B. "Change of Control Event" shall occur if the Corporation shall: (i) sell, convey or dispose of all or substantially all of its assets (the presentation of any such transaction for stockholder approval being conclusive evidence that such transaction involves the sale of all or substantially all of the assets of the Corporation); (ii) merge or consolidate with or into, or engage in any other business combination with, any other person or entity, in any case, which results in either (A) the holders of the voting securities of the Corporation immediately prior to such transaction holding or having the right to direct the voting of fifty percent (50%) or less of the total outstanding voting securities of the Corporation or such other surviving or acquiring person or entity immediately following such transaction or (B) the members of the board of directors or other governing body of the Corporation comprising fifty percent (50%) or less of the members of the board of directors or other governing body of the Corporation or such other surviving or acquiring person or entity immediately following such transaction; or (iii) have fifty percent (50%) or more of the voting power of its capital stock owned beneficially by one person, entity or "group" (as such term is used under Section 13 (d) of the Securities Exchange Act of 1934, as amended (the "Exchange Act")).

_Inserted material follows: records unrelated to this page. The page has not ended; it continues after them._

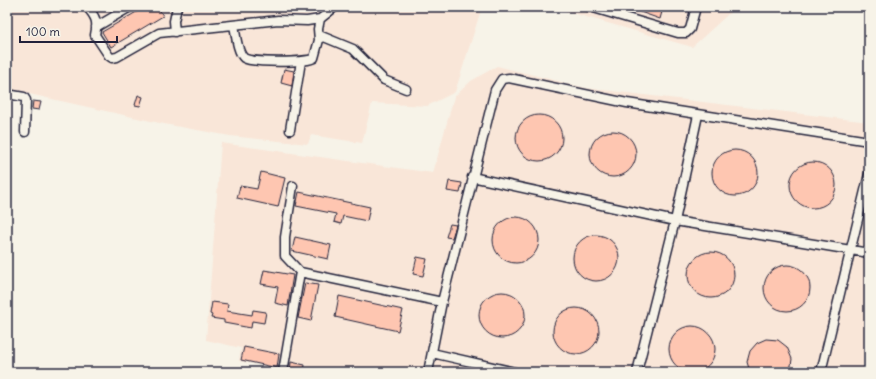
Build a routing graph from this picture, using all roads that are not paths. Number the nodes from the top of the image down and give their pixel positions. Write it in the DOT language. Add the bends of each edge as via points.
graph roads {
  1 [pos="87,7"];
  2 [pos="130,7"];
  3 [pos="177,7"];
  4 [pos="335,7"];
  5 [pos="590,7"];
  6 [pos="696,7"];
  7 [pos="320,19"];
  8 [pos="234,25"];
  9 [pos="96,27"];
  10 [pos="175,32"];
  11 [pos="319,35"];
  12 [pos="301,61"];
  13 [pos="406,89"];
  14 [pos="7,94"];
  15 [pos="698,115"];
  16 [pos="290,130"];
  17 [pos="25,132"];
  18 [pos="869,141"];
  19 [pos="869,174"];
  20 [pos="472,177"];
  21 [pos="293,186"];
  22 [pos="675,221"];
  23 [pos="851,250"];
  24 [pos="869,253"];
  25 [pos="300,272"];
  26 [pos="442,302"];
  27 [pos="432,353"];
  28 [pos="283,372"];
  29 [pos="428,372"];
  30 [pos="515,372"];
  31 [pos="637,372"];
  32 [pos="821,372"];
  1 -- 9 [label="lane" via="95,16"];
  2 -- 9 [label="lane"];
  3 -- 10 [label="lane"];
  4 -- 7 [label="lane"];
  5 -- 6 [label="lane" via="678,33 686,33 690,29"];
  7 -- 8 [label="lane"];
  7 -- 11 [label="lane"];
  8 -- 10 [label="lane"];
  8 -- 12 [label="lane" via="243,57 265,62"];
  9 -- 10 [label="lane" via="95,35 112,58 159,34"];
  11 -- 12 [label="lane" via="314,58 310,61"];
  11 -- 13 [label="lane" via="353,49 384,80"];
  12 -- 16 [label="lane"];
  14 -- 17 [label="lane" via="24,97 26,100"];
  15 -- 18 [label="lane"];
  15 -- 20 [label="lane" via="509,78 502,80 495,90"];
  15 -- 22 [label="lane"];
  19 -- 23 [label="lane"];
  20 -- 22 [label="lane"];
  20 -- 26 [label="lane"];
  21 -- 25 [label="lane" via="285,237 285,256"];
  22 -- 23 [label="lane"];
  22 -- 31 [label="lane"];
  23 -- 24 [label="lane"];
  23 -- 32 [label="lane"];
  25 -- 26 [label="lane"];
  25 -- 28 [label="lane"];
  26 -- 27 [label="lane"];
  27 -- 29 [label="lane"];
  27 -- 30 [label="lane"];
}
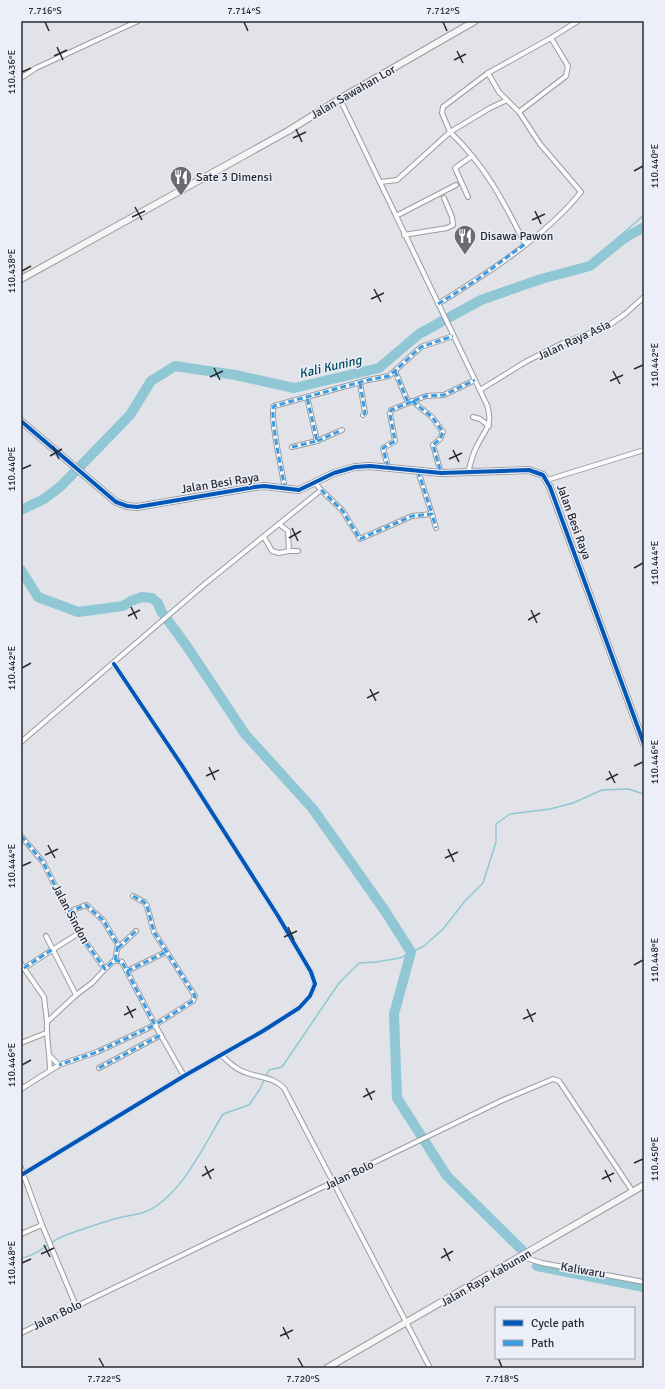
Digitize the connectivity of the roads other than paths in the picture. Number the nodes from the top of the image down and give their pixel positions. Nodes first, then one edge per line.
1 (138, 21) edge
2 (475, 21) edge
3 (578, 21) edge
4 (551, 38) junction
5 (488, 73) junction
6 (21, 78) edge
7 (340, 99) junction
8 (507, 100) junction
9 (519, 112) junction
10 (450, 132) junction
11 (472, 156) junction
12 (380, 182) junction
13 (456, 185) dead end
14 (468, 197) dead end
15 (444, 198) dead end
16 (396, 216) junction
17 (404, 235) junction
18 (525, 244) junction
19 (21, 279) edge
20 (644, 298) edge
21 (438, 304) junction
22 (453, 336) junction
23 (395, 371) junction
24 (475, 380) junction
25 (360, 383) junction
26 (480, 390) junction
27 (307, 397) junction
28 (410, 401) junction
29 (363, 415) dead end
30 (473, 417) dead end
31 (21, 421) edge
32 (489, 426) junction
33 (342, 430) dead end
34 (317, 441) junction
35 (292, 447) dead end
36 (644, 450) edge
37 (388, 467) junction
38 (418, 471) junction
39 (441, 473) junction
40 (468, 473) junction
41 (547, 480) junction
42 (315, 483) junction
43 (285, 489) junction
44 (321, 490) junction
45 (432, 514) junction
46 (279, 524) junction
47 (436, 528) dead end
48 (264, 537) junction
49 (289, 551) junction
50 (298, 551) dead end
51 (114, 664) junction
52 (21, 742) edge
53 (644, 744) edge
54 (21, 836) edge
55 (132, 896) dead end
56 (68, 912) junction
57 (136, 931) dead end
58 (79, 933) junction
59 (46, 936) dead end
60 (118, 948) junction
61 (53, 949) junction
62 (166, 952) junction
63 (115, 960) junction
64 (22, 966) edge
65 (104, 969) junction
66 (127, 971) junction
67 (76, 995) junction
68 (47, 1022) junction
69 (155, 1025) junction
70 (46, 1033) junction
71 (161, 1035) junction
72 (21, 1043) edge
73 (221, 1054) junction
74 (50, 1056) junction
75 (59, 1065) junction
76 (99, 1068) dead end
77 (50, 1070) junction
78 (184, 1076) junction
79 (21, 1089) edge
80 (21, 1168) edge
81 (23, 1174) junction
82 (334, 1183) junction
83 (644, 1185) edge
84 (633, 1192) junction
85 (42, 1225) junction
86 (21, 1234) edge
87 (522, 1257) junction
88 (644, 1282) edge
89 (76, 1306) junction
90 (407, 1323) junction
91 (21, 1333) edge
92 (327, 1368) edge
93 (430, 1368) edge

1 - 6 street
2 - 7 street, Jalan Sawahan Lor
3 - 4 street
4 - 5 street
4 - 9 street
5 - 8 street
5 - 10 street
7 - 12 street
7 - 19 street, Jalan Sawahan Lor
8 - 9 street
8 - 10 street
9 - 18 street
10 - 11 street
10 - 12 street
11 - 14 street
11 - 18 street
12 - 16 street
13 - 16 street
15 - 17 street
16 - 17 street
17 - 21 street
18 - 21 street
20 - 26 street, Jalan Raya Asia
21 - 22 street
22 - 23 street
22 - 24 street
23 - 25 street
23 - 28 street
24 - 26 street
24 - 28 street
25 - 27 street
25 - 29 street
26 - 32 street
27 - 34 street
27 - 43 street
28 - 37 street
28 - 39 street
30 - 32 street
31 - 43 street, Jalan Besi Raya
32 - 40 street
33 - 34 street
34 - 35 street
36 - 41 street
37 - 38 street, Jalan Besi Raya
37 - 42 street, Jalan Besi Raya
38 - 39 street, Jalan Besi Raya
38 - 45 street
39 - 40 street, Jalan Besi Raya
40 - 41 street, Jalan Besi Raya
41 - 53 street, Jalan Besi Raya
42 - 43 street, Jalan Besi Raya
42 - 44 street
44 - 45 street
44 - 46 street
45 - 47 street
46 - 48 street
46 - 49 street
48 - 49 street
48 - 51 street
49 - 50 street
51 - 52 street
51 - 73 street
54 - 56 street, Jalan Sindon
55 - 62 street
56 - 58 street, Jalan Sindon
56 - 60 street
57 - 60 street
58 - 61 street
58 - 65 street, Jalan Sindon
59 - 61 street
60 - 63 street
61 - 64 street
61 - 67 street
62 - 66 street
62 - 69 street
63 - 65 street
63 - 66 street
64 - 68 street
65 - 67 street
66 - 69 street
67 - 68 street
68 - 70 street
69 - 71 street
69 - 75 street
70 - 72 street
70 - 74 street
71 - 76 street
71 - 78 street
73 - 78 street
73 - 82 street
74 - 75 street
74 - 77 street
75 - 77 street
77 - 79 street
78 - 81 street
80 - 81 street
81 - 85 street
82 - 84 street, Jalan Bolo
82 - 89 street, Jalan Bolo
82 - 90 street
83 - 84 street, Jalan Raya Kabunan
84 - 87 street, Jalan Raya Kabunan
85 - 86 street
85 - 89 street
87 - 88 street, Kaliwaru
87 - 90 street, Jalan Raya Kabunan
89 - 91 street, Jalan Bolo
90 - 92 street, Jalan Raya Kabunan
90 - 93 street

C. "Closing Sales Price" means, for any security as of any date, the last sales price of such security on the principal trading market where such security is listed or traded as reported by Bloom berg Financial Markets (or a comparable reporting service of national reputation selected by the Corporation and reasonably acceptable to the Majority Holders if Bloom berg Financial Markets is not then reporting closing sales prices of such security) (collectively, "Bloomberg"), or if the foregoing does not apply, the last reported sales price of such security on a national exchange or in the over-the-counter market on the electronic bulletin board for such security as reported by Bloom berg, or, if no such price is reported for such security by Bloom berg, the average of the bid prices of all market makers for such security as reported in the "pink sheets" by the National Quotation Bureau, Inc., in each case for such date or, if such date was not a trading day for such security, on the next preceding date that was a trading day. If the Closing Sales Price cannot be calculated for such security as of either of such dates on any of the foregoing bases, the Closing Sales Price of such security on such date shall be the fair market value as reasonably determined by an investment banking firm selected by the Corporation and reasonably acceptable to the Majority Holders, with the costs of such appraisal to be borne by the Corporation.